Stored data entries:
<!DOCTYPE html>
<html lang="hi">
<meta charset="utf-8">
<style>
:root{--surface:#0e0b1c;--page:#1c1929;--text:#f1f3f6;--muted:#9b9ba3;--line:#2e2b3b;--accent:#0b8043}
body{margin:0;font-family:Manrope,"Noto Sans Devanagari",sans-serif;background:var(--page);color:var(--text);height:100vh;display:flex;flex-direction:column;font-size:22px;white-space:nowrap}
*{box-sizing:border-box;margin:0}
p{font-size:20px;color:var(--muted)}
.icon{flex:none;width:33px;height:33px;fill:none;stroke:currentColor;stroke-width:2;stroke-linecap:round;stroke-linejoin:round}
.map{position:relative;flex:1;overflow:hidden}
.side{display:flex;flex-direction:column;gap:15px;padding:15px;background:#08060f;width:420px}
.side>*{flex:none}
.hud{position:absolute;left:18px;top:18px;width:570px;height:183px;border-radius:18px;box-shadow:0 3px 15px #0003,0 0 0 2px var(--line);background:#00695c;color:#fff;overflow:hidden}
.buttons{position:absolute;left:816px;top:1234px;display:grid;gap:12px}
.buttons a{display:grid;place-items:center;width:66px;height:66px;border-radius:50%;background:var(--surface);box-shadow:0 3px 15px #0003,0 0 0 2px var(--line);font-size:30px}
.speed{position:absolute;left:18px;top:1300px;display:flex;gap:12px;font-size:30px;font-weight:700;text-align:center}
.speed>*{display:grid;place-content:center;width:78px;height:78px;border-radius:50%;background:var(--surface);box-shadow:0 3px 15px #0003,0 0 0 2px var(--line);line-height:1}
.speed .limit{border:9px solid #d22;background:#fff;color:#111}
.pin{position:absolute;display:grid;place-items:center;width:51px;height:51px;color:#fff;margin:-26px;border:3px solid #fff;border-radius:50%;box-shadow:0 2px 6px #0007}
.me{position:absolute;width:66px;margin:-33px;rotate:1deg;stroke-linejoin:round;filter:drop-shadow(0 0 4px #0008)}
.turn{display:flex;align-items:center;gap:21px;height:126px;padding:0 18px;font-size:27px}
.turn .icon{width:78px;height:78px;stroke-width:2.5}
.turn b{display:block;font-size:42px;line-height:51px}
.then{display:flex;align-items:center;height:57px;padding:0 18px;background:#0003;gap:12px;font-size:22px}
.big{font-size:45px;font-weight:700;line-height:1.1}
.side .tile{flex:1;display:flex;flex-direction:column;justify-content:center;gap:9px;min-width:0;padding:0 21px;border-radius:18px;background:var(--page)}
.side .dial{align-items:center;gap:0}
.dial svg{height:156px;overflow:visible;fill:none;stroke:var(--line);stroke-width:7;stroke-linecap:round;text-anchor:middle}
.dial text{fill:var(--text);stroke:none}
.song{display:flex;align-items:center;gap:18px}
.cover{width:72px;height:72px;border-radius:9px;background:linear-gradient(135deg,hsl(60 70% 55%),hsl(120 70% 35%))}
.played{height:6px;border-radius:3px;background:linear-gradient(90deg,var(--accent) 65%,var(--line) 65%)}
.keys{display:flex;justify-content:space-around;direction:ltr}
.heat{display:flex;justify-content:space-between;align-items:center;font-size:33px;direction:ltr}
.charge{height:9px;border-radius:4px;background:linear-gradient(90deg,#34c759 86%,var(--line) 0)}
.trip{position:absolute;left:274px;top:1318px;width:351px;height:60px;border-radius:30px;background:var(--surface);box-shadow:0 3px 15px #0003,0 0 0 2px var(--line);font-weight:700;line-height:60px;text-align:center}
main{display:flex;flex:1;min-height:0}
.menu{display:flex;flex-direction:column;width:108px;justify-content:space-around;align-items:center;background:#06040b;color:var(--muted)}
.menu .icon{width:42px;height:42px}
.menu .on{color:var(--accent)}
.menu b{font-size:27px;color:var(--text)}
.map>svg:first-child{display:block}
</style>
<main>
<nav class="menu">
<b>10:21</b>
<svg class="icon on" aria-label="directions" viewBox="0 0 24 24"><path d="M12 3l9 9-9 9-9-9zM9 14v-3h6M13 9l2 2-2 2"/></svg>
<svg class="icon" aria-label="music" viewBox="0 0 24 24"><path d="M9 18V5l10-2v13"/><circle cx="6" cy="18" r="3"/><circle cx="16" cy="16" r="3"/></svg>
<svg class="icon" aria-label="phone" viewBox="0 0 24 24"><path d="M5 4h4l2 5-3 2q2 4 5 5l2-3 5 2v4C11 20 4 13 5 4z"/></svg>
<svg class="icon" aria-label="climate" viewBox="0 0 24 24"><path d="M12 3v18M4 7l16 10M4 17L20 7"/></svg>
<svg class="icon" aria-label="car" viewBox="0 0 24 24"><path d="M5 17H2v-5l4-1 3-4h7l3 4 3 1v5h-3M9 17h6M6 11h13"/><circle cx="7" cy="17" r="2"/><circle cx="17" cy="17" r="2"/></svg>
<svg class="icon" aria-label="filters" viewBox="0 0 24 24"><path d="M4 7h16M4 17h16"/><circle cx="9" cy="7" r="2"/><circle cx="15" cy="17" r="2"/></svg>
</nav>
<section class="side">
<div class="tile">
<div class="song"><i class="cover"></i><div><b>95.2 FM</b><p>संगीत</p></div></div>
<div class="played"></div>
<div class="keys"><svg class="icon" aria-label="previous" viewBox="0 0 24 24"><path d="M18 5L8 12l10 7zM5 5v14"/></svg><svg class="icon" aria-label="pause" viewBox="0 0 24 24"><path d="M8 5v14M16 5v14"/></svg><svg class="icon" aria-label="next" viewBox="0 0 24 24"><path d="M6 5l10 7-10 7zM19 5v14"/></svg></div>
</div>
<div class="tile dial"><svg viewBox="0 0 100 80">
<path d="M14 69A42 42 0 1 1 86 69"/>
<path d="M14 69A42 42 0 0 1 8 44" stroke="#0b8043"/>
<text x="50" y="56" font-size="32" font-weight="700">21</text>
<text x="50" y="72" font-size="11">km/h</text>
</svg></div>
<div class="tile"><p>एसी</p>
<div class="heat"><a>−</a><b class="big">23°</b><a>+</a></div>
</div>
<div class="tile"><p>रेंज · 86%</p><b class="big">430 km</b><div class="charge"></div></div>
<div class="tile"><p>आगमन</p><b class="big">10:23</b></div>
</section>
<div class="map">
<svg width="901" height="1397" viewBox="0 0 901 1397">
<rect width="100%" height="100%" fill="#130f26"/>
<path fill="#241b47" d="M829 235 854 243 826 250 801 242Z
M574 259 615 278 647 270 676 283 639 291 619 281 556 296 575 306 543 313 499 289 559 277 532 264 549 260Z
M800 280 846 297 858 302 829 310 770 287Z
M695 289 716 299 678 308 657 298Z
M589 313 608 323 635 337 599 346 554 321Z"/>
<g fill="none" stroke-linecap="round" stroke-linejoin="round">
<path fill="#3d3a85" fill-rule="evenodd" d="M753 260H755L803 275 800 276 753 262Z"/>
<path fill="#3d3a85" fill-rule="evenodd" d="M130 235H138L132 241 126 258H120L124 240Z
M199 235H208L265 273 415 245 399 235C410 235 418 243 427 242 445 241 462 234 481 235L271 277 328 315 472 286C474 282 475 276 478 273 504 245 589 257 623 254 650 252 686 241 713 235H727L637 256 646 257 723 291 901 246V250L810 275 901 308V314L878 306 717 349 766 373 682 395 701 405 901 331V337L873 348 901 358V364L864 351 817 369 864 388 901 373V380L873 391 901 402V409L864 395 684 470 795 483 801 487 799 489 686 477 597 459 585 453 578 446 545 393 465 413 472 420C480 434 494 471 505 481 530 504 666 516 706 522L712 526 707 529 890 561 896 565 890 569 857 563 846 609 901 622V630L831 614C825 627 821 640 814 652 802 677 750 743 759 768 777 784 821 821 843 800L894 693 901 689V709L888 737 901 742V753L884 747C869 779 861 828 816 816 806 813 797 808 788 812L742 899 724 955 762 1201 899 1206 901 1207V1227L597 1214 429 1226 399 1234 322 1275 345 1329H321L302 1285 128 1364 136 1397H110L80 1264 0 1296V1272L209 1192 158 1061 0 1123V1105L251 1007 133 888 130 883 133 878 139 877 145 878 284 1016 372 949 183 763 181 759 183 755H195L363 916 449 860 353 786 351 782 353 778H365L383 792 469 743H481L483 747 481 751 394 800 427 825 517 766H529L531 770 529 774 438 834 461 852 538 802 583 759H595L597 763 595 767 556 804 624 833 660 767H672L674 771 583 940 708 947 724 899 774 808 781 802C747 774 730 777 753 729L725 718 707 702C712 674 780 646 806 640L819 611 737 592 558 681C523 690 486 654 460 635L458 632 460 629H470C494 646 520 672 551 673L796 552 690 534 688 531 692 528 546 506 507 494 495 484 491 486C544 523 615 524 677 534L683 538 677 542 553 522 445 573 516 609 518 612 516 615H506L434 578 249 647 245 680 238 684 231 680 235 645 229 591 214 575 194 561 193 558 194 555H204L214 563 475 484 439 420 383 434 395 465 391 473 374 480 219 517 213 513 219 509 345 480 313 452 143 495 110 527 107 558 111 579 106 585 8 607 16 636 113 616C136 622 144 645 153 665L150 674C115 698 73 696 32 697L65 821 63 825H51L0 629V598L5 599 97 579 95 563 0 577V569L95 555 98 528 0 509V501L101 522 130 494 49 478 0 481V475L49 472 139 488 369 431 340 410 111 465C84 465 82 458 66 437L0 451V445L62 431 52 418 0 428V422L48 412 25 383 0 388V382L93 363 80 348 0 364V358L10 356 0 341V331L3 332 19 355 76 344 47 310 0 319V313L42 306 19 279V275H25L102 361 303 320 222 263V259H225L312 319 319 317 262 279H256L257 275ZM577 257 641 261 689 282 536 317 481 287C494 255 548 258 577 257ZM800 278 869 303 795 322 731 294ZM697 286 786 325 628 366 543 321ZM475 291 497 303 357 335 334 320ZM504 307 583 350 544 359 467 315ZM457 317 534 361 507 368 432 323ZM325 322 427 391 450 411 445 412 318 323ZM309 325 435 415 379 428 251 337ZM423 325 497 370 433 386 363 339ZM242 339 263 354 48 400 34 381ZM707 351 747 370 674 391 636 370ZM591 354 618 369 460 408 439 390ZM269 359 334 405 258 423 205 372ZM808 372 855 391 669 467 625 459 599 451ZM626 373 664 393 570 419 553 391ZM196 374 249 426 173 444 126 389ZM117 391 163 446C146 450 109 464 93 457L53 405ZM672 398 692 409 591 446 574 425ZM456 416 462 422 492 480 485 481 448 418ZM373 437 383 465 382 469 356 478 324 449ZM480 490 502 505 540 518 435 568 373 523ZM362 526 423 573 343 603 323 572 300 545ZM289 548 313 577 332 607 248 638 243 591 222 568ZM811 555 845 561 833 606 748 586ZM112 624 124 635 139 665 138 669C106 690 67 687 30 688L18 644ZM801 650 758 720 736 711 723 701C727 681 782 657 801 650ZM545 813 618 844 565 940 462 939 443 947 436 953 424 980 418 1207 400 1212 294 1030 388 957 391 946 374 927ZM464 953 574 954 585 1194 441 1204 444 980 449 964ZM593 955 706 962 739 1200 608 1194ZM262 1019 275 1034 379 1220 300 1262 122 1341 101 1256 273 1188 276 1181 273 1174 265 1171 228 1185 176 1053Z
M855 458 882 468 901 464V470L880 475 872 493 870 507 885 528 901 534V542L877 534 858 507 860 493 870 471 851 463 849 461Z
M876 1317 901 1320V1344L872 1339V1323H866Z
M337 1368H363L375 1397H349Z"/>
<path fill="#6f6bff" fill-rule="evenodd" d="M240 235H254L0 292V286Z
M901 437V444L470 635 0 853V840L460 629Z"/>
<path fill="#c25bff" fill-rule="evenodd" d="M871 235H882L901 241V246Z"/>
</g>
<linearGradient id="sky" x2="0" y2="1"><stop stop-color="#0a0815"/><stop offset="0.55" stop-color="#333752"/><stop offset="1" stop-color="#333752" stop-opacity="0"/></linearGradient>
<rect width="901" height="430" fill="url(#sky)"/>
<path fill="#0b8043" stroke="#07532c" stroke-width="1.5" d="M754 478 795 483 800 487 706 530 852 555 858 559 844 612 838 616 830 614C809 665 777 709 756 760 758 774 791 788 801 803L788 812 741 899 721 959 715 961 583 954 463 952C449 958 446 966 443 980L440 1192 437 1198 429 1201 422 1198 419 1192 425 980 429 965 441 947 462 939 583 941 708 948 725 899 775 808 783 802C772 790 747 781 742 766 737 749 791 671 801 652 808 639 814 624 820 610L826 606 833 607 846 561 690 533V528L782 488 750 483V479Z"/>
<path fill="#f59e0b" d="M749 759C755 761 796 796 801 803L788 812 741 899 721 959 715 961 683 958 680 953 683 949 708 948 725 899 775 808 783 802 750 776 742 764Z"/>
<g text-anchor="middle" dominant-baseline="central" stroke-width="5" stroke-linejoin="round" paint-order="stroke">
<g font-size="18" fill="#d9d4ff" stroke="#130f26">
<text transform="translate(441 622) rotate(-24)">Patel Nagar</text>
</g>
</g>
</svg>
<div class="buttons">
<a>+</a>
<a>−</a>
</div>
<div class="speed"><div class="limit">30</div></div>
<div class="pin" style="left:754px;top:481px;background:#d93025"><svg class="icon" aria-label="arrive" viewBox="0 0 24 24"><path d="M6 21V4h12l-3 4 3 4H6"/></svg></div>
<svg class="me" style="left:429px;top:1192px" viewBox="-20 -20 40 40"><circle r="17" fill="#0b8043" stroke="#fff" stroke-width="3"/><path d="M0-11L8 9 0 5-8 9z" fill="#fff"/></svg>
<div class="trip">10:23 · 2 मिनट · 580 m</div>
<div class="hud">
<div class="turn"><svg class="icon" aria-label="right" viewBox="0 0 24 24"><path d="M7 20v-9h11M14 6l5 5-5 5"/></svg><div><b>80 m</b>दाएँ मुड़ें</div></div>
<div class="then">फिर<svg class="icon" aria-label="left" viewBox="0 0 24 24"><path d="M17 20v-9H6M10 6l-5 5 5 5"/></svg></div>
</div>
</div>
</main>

**Aim of the exercise:** From the entries above, extract each line containing "hidden".

**Answer to this task:**
.map{position:relative;flex:1;overflow:hidden}
.hud{position:absolute;left:18px;top:18px;width:570px;height:183px;border-radius:18px;box-shadow:0 3px 15px #0003,0 0 0 2px var(--line);background:#00695c;color:#fff;overflow:hidden}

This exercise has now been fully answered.